TORONTO, CANADA - Trans Hex International Ltd. (CDNX: THI) is pleased to announce that following the restructuring of the corporation in terms of the letter of intent with Trans Hex Group Limited announced on March 6, 2002, and more fully set out in a Management Information Circular mailed to all registered shareholders yesterday for the Special Meeting called for April 9, 2002, the following individuals and entities relationships with the corporation will change:
The name of the corporation will be changed to: TSODILO RESOURCES LIMITED
Number of Common Shares Outstanding:
Following the restructuring, there will be 3,909,519 common shares outstanding.
New shareholders owning at least 10% of the issued and outstanding common shares:
Madaket Resources International Ltd. will own 844,100 common shares representing 21.6% of the issued and outstanding common shares. Madaket Resources International Ltd. is owned, controlled or directed by Mr. James M. Bruchs. Mr. Bruchs also owns or controls an additional 235,000 common shares for a total of 1,079,100 common shares or 27.6% of the issued and outstanding common shares.

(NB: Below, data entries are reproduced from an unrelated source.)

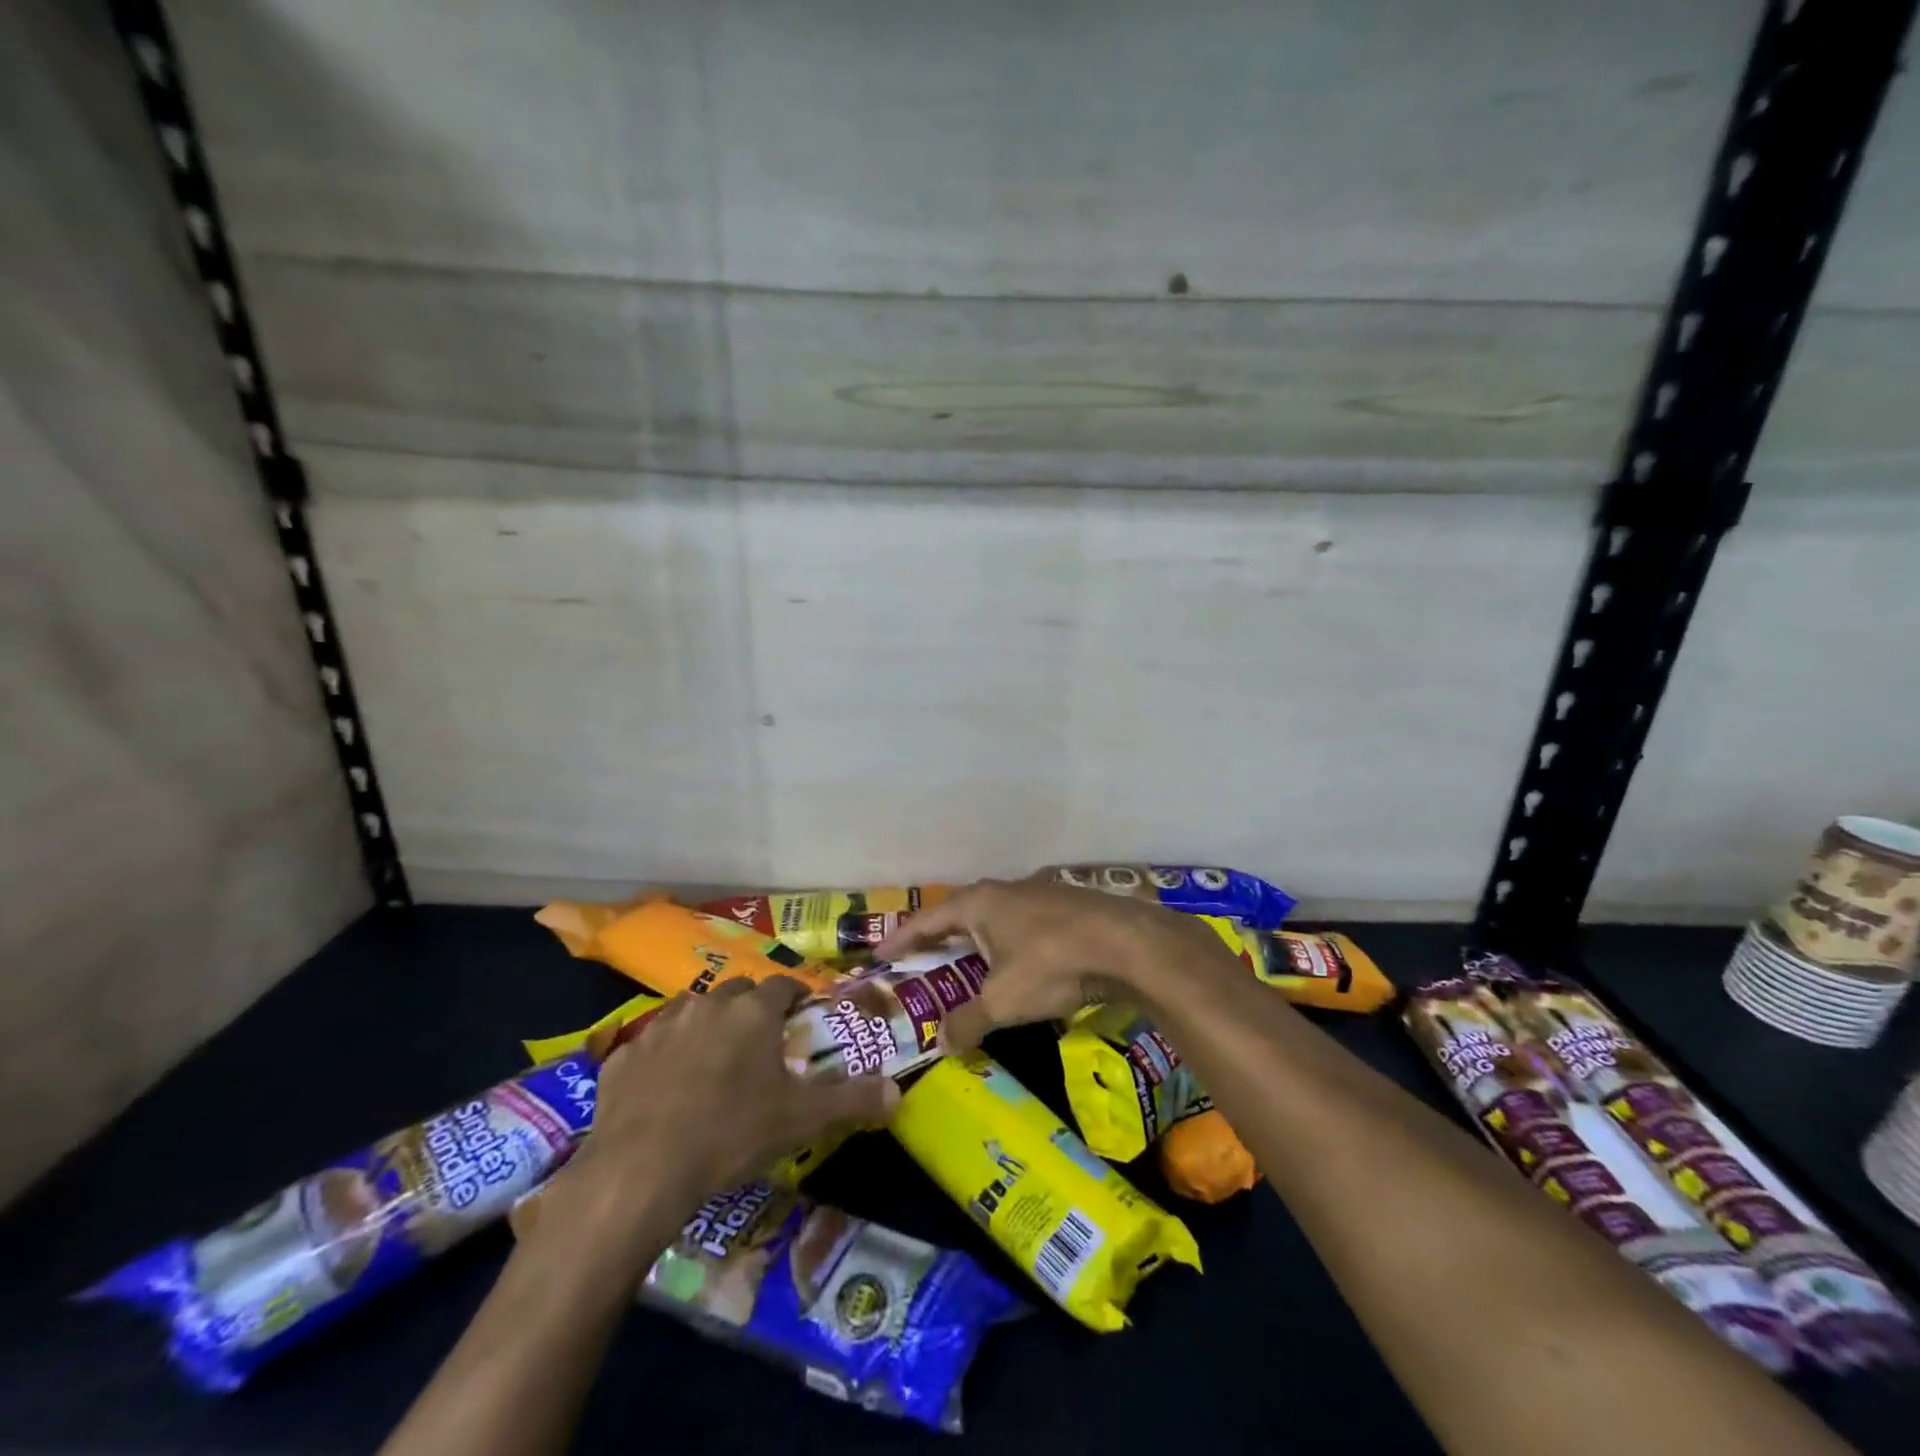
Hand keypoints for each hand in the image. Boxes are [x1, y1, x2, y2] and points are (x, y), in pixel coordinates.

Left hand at [536, 977, 898, 1274]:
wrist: (639, 1172)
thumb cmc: (731, 1134)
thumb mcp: (802, 1120)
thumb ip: (852, 1100)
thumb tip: (898, 1093)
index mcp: (752, 1011)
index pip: (782, 985)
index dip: (796, 996)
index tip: (802, 1013)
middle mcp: (707, 1005)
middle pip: (737, 991)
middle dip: (751, 1007)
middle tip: (761, 1041)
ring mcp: (660, 1027)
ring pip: (691, 1010)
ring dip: (706, 1025)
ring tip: (714, 1059)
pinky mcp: (622, 1057)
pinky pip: (651, 1045)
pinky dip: (663, 1056)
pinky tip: (665, 1088)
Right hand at [874, 876, 1238, 1052]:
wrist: (1125, 944)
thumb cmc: (1051, 964)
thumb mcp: (1002, 1001)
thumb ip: (967, 1021)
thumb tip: (941, 1044)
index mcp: (977, 904)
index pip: (926, 921)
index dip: (901, 940)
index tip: (880, 957)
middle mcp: (1002, 891)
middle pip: (959, 916)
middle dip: (939, 941)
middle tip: (920, 965)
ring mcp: (1036, 894)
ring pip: (993, 919)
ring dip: (976, 943)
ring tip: (965, 968)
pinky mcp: (1064, 906)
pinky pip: (1021, 926)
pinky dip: (1007, 945)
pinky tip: (1015, 965)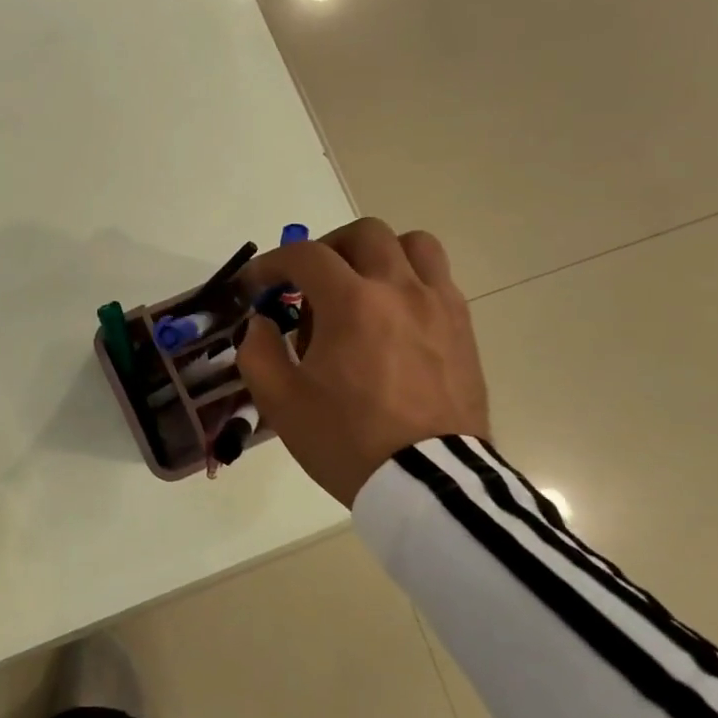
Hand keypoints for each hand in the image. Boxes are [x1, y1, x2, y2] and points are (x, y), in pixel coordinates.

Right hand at [236, 218, 489, 506]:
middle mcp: (400, 289)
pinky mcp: (463, 328)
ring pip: (414, 245)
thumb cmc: (347, 440)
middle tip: (307, 283)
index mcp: (352, 303)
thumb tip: (261, 323)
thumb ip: (257, 351)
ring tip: (359, 289)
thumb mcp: (280, 402)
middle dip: (326, 249)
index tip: (254, 286)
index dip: (270, 264)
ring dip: (378, 255)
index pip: (305, 256)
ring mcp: (439, 306)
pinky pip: (438, 280)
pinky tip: (391, 318)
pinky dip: (408, 281)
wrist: (428, 483)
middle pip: (364, 234)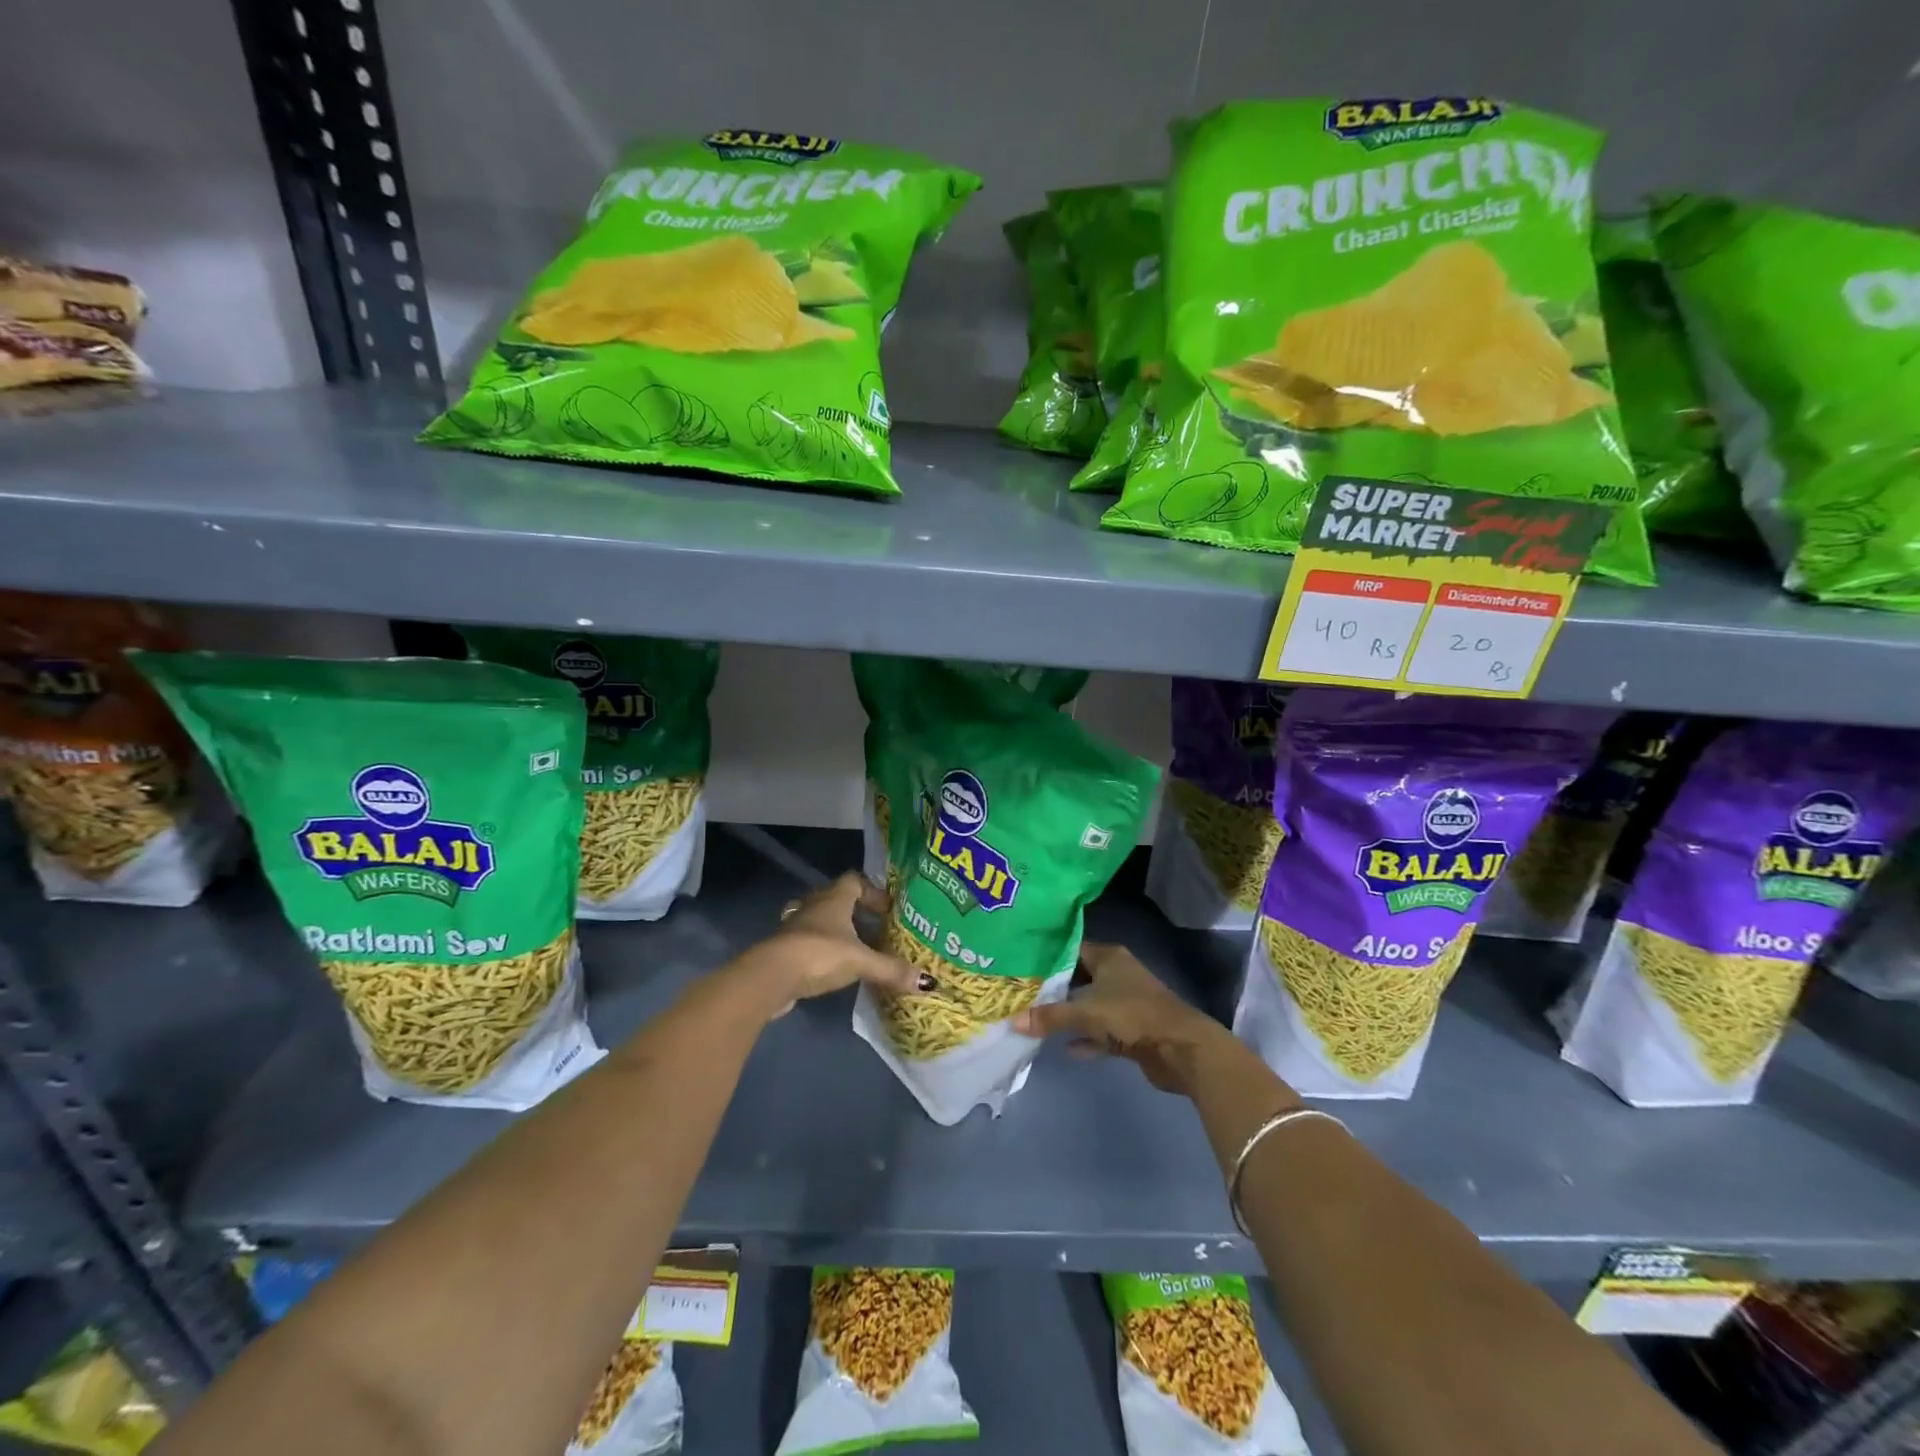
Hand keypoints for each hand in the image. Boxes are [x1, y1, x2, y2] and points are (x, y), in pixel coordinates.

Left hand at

New Board of Directors and Officers:
Following the restructuring the current Board will be replaced by:
Dr. Christopher M.H. Jennings Dr. Jennings is the Chairman of SouthernEra Resources Ltd.
Mr. James M. Bruchs. Mr. Bruchs is the Managing Director of Voyager Petroleum International Ltd.
Dr. Andrew E. Moore. Dr. Moore is a contract geologist trading as Geological Support Services.
Officers to replace the current officers of the Corporation will be appointed by the new Board at its first meeting.
The 580,000 stock options currently outstanding under the corporation's stock option plan will terminate immediately upon completion of the restructuring unless exercised prior to such time.
The corporation will be discontinued under the laws of Ontario and continued under the laws of Yukon.
The restructuring of the corporation is subject to the approval of the shareholders and to regulatory approvals, including the approval of the Canadian Venture Exchange and South African Reserve Bank. The transactions contemplated by the letter of intent are expected to close by the second week of April 2002.